What the task requires: Give the number of lines in the material below that hold "Bridgeland", and nothing besides.

Data excerpts:

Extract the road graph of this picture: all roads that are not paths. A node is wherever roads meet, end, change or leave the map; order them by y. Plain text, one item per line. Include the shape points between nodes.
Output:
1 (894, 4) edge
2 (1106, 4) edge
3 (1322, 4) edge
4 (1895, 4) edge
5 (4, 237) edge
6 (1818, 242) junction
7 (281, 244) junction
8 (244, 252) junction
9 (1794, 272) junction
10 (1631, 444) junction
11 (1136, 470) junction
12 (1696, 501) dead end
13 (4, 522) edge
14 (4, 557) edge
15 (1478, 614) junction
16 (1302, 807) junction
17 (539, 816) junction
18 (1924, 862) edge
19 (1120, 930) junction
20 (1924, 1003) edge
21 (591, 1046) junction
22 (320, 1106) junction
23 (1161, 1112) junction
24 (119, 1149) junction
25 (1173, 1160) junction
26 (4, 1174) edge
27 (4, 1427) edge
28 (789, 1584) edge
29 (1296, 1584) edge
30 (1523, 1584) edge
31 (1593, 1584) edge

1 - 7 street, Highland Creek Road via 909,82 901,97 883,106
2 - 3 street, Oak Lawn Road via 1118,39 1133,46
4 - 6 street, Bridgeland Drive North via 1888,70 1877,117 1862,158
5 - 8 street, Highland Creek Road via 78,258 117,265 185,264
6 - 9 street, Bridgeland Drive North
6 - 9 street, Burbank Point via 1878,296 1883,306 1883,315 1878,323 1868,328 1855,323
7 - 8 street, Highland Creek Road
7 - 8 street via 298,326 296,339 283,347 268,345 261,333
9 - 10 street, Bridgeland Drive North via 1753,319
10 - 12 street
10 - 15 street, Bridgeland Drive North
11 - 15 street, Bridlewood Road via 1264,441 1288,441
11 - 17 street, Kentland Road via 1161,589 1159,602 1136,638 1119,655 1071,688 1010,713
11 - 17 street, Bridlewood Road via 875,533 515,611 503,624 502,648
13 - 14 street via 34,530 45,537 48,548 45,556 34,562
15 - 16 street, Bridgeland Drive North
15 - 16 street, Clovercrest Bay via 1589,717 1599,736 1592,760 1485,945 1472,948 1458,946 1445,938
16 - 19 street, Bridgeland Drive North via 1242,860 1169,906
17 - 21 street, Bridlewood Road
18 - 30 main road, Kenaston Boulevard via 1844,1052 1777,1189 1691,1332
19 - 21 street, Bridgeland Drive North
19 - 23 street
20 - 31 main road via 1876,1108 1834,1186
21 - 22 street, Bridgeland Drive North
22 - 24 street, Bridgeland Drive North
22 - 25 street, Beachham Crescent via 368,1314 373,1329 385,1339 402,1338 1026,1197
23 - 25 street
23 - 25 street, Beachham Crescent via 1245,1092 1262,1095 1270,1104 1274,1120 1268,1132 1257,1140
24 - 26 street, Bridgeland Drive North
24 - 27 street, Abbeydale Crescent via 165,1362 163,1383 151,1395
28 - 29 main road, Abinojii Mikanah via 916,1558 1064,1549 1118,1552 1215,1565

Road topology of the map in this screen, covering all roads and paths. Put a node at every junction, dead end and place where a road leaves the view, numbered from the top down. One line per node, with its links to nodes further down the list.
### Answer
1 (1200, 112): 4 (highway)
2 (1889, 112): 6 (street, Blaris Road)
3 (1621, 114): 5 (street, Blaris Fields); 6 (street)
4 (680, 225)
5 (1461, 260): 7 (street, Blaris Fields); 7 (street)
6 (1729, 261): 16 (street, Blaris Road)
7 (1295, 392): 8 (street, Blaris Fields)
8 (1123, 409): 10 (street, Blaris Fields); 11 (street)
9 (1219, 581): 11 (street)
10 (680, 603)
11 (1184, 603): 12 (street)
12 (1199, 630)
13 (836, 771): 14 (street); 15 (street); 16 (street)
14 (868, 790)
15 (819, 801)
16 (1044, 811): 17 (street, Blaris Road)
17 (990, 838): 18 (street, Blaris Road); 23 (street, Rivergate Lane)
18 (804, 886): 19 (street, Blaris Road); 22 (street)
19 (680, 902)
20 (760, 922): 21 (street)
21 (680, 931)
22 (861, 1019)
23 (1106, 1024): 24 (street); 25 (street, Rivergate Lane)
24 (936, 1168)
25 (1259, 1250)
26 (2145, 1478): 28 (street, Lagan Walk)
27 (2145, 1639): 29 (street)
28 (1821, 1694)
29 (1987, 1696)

Your response: 10